The computer security industry is trapped in this backwards mindset in
which its practitioners keep trying to "list and deny all the things
that are bad" rather than "list and permit all the things that are
necessary and good" It may have worked for a while, back when there
were only a handful of attack techniques being used, but nowadays
there are far more attack techniques than there are legitimate forms
of traffic. Security system designers who focus on permitting only
what is known to be good will always build systems that are more
reliable, durable, and hack-proof.


Do you see a growing gap between common hosts on the Internet and
hosts managed by security people?

Not really! Security practitioners these days have very little power
to encourage other IT professionals to actually secure their systems.  
In fact, I'm pretty convinced that a lot of security practitioners
really don't know how to secure systems at all. It's always a surprise
to me when I talk to a security practitioner and they say something
like, "I recommended against running [pick your favorite stupid online
chat program] through our firewall but was overruled by one of our VPs
who wanted to use it." Most of the firewalls that I've seen are
configured with rulesets that are ridiculously loose. And the results
show: 80% of corporate desktops are infected with spyware, 15% of them
are infected with keystroke loggers. Is that better than the common
home user's system? Maybe a bit, but hardly enough to make a
difference.


If we consider the Internet as a big local network, we will see that
some of our neighbours keep getting exploited by spyware, virus, and
so on. Who should we blame? OS producers? Or our neighbours that chose
that particular software and then run it without an appropriate secure
setup?

There's enough blame for everyone.

Blame the users who don't secure their systems and applications.

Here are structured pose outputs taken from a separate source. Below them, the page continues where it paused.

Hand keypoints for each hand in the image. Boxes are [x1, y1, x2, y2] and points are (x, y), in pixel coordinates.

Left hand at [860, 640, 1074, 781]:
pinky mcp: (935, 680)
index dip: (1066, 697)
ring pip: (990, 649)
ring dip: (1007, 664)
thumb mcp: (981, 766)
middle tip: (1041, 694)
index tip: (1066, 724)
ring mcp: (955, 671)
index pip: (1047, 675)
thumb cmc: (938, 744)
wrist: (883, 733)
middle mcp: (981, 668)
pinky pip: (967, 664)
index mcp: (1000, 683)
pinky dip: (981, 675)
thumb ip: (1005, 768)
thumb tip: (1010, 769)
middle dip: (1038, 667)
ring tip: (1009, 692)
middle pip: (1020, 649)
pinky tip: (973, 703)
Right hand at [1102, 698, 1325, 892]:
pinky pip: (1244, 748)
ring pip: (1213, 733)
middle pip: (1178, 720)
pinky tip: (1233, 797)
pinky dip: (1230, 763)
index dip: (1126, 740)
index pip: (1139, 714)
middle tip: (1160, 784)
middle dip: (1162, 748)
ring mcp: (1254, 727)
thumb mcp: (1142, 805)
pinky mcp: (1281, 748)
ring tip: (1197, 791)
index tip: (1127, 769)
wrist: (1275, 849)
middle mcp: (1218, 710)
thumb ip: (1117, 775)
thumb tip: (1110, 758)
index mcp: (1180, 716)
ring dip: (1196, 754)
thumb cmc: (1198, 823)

Blame the vendors who write and distribute insecure shovel-ware.

Blame the sleazebags who make their living infecting innocent people
with spyware, or sending spam.

Blame Microsoft for producing an operating system that is bloated and
has an ineffective permissions model and poor default configurations.

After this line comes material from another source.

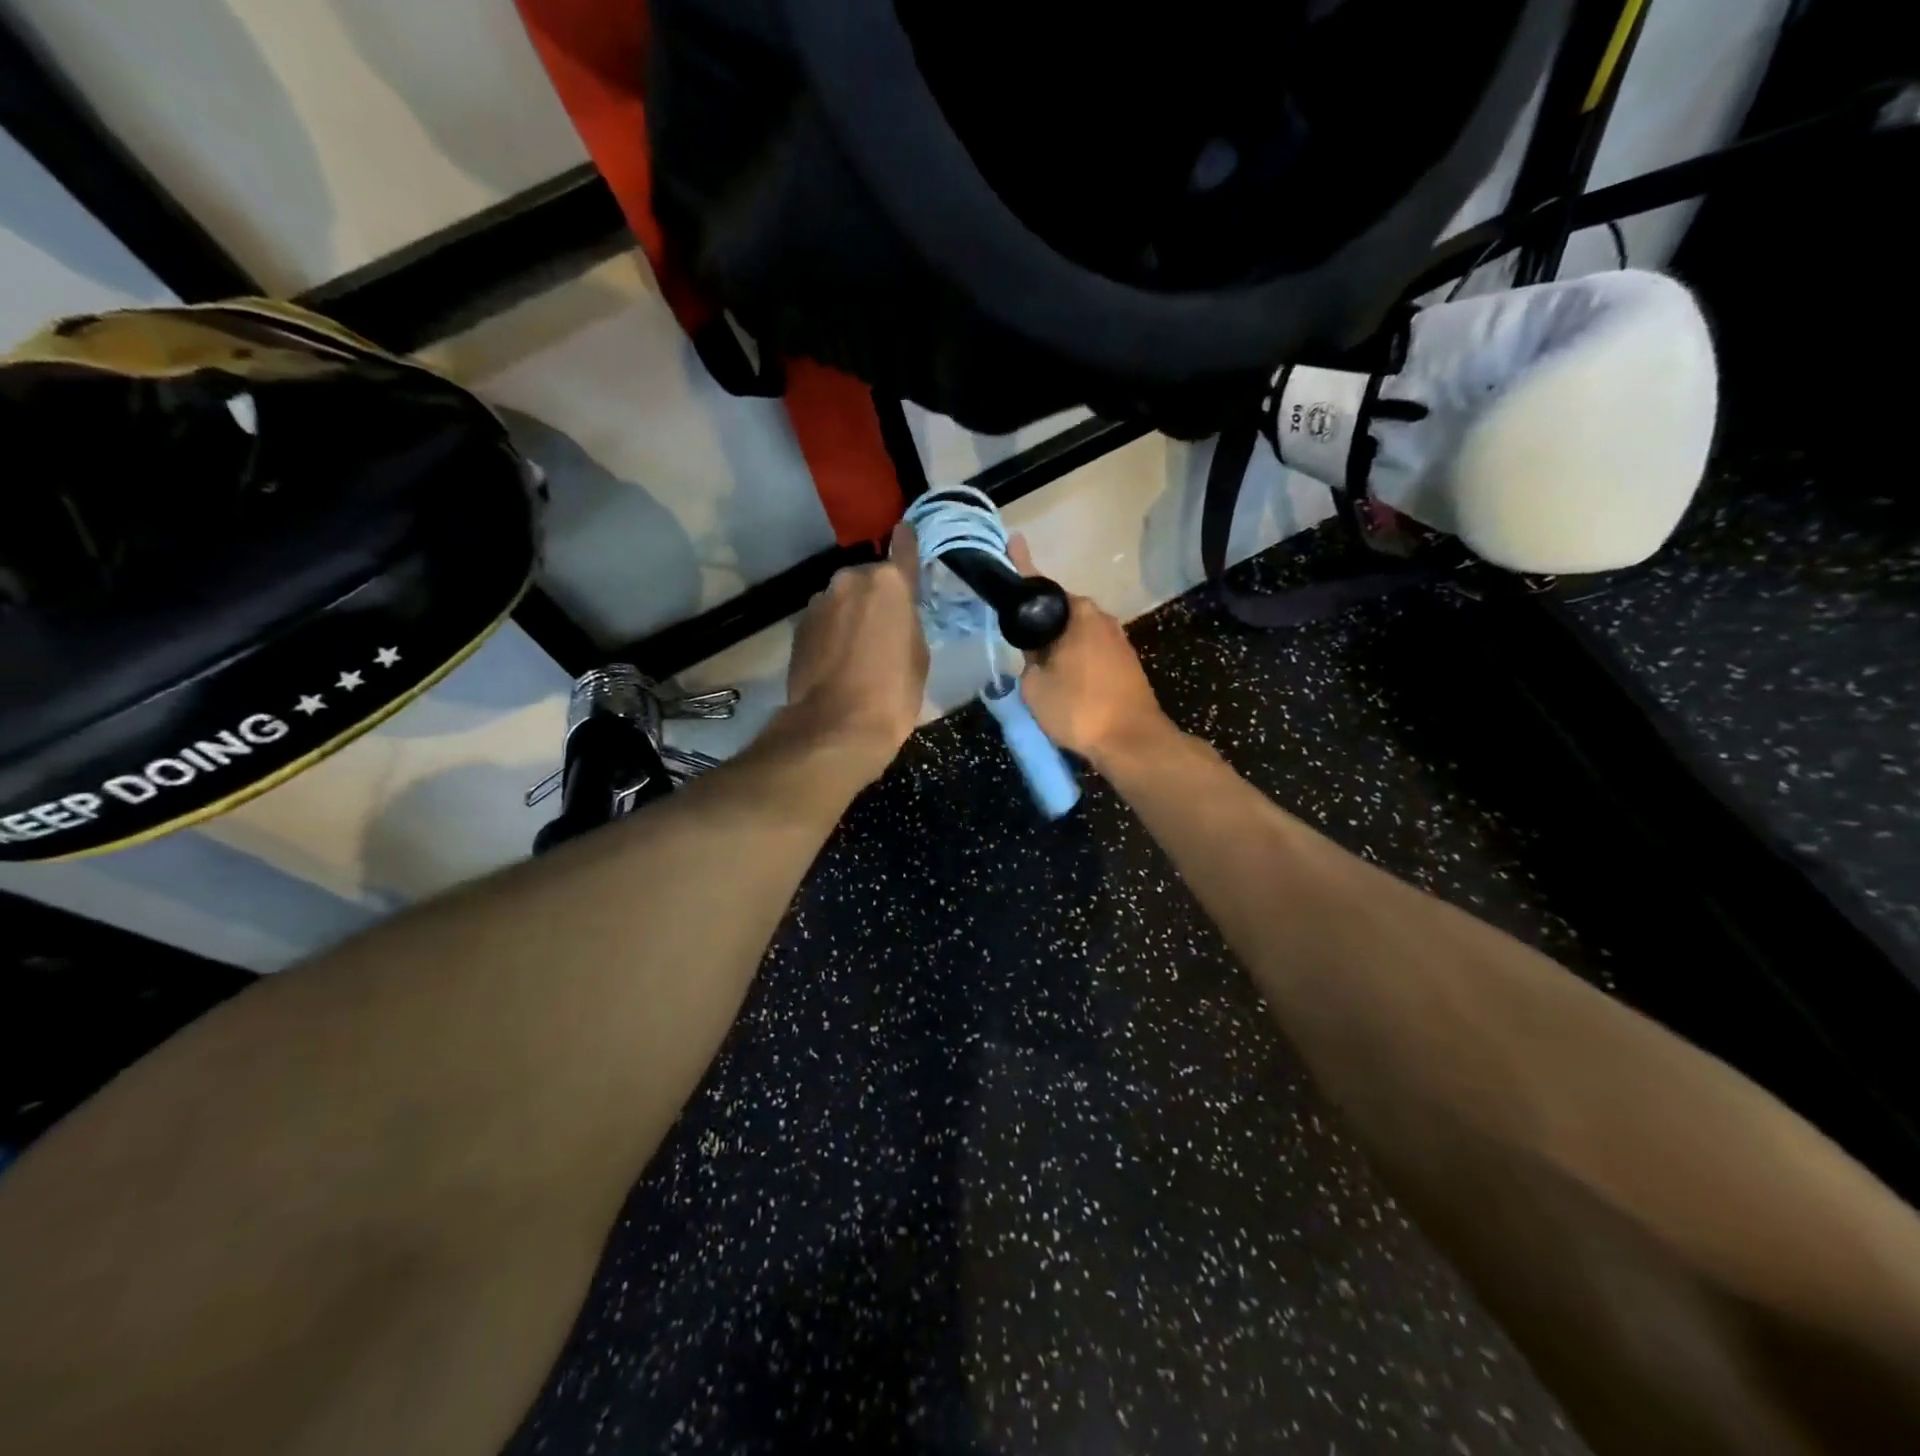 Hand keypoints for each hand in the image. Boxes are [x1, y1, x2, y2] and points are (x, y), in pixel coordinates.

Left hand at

Blame the IT managers who overrule their security practitioners'
advice and put their systems at risk in the interest of convenience.  
Etc.

Truly, the only people who deserve a complete helping of blame are the
hackers. Let's not forget that they're the ones doing this to us.  
They're the ones who are annoying an entire planet. They're the ones
who are costing us billions of dollars a year to secure our systems
against them. They're the ones who place their desire for fun ahead of
everyone on earth's desire for peace and [the] right to privacy.